_Work instructions_.
For the records below, tally the lines that include the word "place" and give only the tally.

--- Records to process Enclosed Below ---

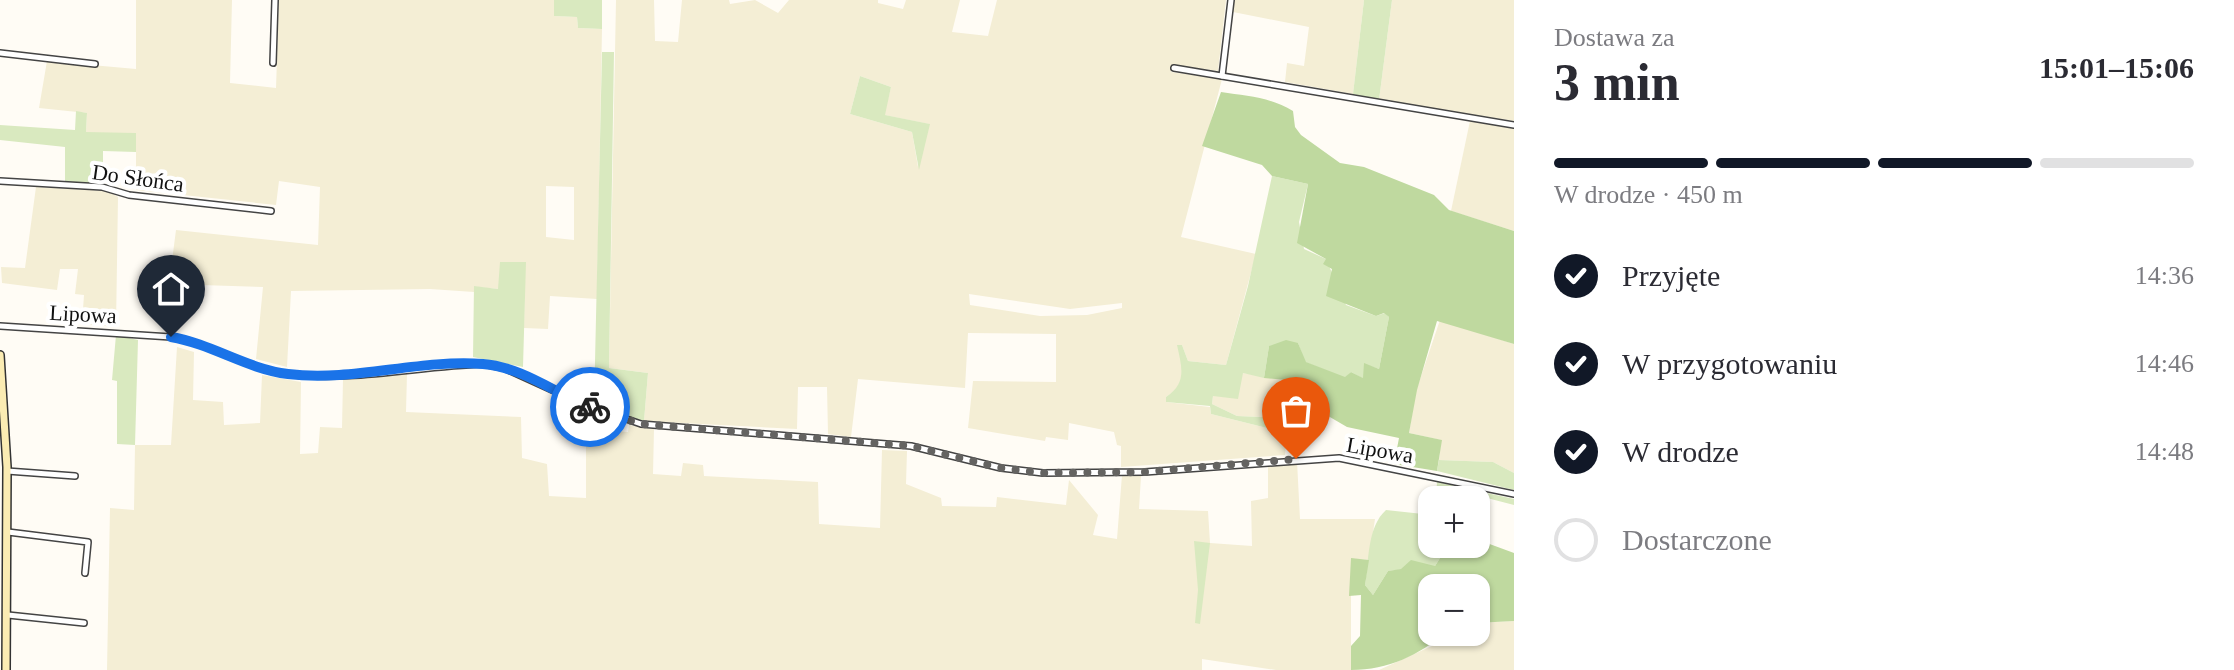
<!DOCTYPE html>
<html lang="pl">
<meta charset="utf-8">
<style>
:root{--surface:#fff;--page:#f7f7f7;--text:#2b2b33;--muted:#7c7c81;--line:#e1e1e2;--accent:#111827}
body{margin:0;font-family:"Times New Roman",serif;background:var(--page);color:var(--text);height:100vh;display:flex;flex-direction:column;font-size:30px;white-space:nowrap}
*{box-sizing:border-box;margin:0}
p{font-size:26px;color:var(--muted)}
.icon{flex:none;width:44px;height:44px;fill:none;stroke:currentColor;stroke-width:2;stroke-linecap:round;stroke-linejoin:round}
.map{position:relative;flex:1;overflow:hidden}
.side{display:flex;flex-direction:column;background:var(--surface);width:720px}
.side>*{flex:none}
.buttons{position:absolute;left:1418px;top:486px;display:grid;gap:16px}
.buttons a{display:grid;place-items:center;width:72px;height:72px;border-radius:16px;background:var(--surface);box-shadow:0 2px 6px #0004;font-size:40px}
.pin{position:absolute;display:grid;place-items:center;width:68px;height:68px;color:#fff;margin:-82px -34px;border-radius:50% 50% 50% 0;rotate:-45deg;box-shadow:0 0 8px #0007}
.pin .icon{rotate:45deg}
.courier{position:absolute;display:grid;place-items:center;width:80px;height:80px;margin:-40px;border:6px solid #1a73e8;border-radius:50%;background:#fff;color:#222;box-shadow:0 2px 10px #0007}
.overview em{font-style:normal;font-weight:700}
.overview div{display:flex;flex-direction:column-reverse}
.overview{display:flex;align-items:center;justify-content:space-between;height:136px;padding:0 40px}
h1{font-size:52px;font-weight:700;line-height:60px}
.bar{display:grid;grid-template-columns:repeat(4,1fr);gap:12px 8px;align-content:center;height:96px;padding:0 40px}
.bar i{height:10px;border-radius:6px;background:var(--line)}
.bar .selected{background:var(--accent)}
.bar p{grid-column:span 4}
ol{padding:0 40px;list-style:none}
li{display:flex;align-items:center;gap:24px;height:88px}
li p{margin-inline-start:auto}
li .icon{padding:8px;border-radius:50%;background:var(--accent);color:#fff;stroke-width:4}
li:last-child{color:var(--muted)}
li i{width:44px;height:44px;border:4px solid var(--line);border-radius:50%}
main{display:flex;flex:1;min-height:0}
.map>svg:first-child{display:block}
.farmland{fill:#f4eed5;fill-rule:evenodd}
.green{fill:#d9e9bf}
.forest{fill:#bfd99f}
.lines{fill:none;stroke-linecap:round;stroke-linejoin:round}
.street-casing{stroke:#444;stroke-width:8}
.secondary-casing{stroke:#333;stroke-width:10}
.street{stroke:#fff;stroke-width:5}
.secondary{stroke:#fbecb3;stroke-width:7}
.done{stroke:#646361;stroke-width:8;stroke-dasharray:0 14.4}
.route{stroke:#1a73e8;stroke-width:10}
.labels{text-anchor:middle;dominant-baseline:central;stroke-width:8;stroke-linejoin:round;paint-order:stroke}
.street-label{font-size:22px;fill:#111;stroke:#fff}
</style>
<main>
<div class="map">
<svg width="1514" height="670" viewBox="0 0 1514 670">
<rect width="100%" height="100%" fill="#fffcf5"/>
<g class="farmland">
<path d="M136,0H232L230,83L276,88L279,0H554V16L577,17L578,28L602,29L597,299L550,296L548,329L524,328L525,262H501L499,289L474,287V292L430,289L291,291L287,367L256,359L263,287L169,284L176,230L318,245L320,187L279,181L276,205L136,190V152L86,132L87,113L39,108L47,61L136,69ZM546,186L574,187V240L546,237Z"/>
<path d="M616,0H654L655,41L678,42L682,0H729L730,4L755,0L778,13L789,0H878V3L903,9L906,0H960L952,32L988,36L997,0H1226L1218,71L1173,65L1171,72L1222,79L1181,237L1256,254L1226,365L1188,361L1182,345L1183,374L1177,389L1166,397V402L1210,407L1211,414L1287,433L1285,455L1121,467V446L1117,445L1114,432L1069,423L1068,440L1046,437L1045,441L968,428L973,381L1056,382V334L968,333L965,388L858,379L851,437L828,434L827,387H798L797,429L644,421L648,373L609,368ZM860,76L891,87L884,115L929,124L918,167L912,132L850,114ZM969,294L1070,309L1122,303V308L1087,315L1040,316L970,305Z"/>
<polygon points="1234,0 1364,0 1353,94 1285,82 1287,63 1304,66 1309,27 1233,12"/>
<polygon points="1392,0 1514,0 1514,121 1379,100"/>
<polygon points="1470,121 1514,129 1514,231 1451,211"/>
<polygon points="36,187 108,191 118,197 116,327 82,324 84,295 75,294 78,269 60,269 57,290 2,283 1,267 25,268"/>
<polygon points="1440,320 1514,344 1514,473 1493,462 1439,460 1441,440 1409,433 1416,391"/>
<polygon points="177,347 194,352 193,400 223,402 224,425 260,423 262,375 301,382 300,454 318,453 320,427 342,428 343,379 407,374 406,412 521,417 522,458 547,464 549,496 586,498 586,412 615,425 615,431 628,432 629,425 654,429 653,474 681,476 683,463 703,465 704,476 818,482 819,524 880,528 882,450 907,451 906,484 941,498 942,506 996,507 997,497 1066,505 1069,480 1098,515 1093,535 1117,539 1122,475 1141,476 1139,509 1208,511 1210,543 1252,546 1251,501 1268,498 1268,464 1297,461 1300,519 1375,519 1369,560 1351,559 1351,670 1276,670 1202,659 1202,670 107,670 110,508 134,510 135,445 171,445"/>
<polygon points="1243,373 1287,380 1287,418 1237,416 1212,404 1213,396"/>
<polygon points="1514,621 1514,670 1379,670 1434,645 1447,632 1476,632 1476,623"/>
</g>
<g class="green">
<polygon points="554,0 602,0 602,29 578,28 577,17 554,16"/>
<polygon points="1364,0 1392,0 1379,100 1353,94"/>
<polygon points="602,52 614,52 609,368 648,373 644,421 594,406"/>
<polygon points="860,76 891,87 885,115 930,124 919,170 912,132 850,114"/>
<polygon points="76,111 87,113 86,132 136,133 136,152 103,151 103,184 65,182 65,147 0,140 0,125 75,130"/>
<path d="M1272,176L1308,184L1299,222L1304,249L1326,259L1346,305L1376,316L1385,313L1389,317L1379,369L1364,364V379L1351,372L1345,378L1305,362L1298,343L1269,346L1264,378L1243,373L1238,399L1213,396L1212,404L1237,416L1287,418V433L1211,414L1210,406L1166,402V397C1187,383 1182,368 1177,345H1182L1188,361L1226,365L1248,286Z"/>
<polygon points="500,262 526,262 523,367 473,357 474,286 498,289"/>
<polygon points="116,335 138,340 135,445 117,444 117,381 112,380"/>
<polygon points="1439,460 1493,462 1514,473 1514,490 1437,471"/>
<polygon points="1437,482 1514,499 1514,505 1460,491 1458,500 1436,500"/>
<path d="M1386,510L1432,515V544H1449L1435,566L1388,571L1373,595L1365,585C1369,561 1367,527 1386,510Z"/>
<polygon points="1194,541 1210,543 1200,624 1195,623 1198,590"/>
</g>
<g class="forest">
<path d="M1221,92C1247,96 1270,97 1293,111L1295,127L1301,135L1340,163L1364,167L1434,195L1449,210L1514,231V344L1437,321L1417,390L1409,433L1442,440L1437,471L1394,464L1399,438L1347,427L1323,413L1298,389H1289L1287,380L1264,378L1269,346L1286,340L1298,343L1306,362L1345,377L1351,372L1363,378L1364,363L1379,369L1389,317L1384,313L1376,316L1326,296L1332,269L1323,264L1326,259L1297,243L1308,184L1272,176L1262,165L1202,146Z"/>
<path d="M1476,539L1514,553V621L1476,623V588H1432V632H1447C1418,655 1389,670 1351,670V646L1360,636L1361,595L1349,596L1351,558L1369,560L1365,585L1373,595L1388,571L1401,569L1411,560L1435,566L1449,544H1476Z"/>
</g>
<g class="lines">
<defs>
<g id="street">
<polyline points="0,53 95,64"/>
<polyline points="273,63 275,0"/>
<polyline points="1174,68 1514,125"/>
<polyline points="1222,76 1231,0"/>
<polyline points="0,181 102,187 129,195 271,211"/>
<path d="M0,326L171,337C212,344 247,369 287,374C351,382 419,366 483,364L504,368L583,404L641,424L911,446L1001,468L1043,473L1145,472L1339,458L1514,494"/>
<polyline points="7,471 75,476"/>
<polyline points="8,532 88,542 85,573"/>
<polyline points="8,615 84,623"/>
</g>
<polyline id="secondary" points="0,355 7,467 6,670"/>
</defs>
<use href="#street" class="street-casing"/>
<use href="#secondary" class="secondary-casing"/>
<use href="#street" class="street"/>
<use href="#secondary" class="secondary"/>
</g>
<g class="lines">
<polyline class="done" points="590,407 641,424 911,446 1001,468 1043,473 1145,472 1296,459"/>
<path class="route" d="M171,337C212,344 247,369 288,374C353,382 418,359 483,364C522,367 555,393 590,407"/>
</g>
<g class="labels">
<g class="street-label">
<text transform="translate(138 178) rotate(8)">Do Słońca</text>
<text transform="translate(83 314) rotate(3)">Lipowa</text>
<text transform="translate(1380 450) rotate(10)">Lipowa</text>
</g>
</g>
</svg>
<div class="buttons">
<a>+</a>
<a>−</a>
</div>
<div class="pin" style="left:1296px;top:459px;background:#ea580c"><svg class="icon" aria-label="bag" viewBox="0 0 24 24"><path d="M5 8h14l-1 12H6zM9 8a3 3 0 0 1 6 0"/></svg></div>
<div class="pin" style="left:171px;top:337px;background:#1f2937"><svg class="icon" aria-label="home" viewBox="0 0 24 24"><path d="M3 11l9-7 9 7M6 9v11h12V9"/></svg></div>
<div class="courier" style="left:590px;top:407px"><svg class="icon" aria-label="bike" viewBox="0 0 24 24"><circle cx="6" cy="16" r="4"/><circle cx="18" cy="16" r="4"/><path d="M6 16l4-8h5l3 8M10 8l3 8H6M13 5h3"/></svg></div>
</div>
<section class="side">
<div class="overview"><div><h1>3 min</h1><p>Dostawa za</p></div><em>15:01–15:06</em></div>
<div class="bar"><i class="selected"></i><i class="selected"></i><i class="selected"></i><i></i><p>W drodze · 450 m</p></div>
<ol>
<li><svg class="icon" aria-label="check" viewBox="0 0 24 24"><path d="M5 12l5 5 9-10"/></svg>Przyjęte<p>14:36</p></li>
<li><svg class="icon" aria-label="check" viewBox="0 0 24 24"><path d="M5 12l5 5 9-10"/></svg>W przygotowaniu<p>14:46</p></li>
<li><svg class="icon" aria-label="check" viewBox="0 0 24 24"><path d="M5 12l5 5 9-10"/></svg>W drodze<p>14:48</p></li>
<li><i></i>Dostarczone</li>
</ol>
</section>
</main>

--- End of Enclosed Records to process ---

_Answer section_.
3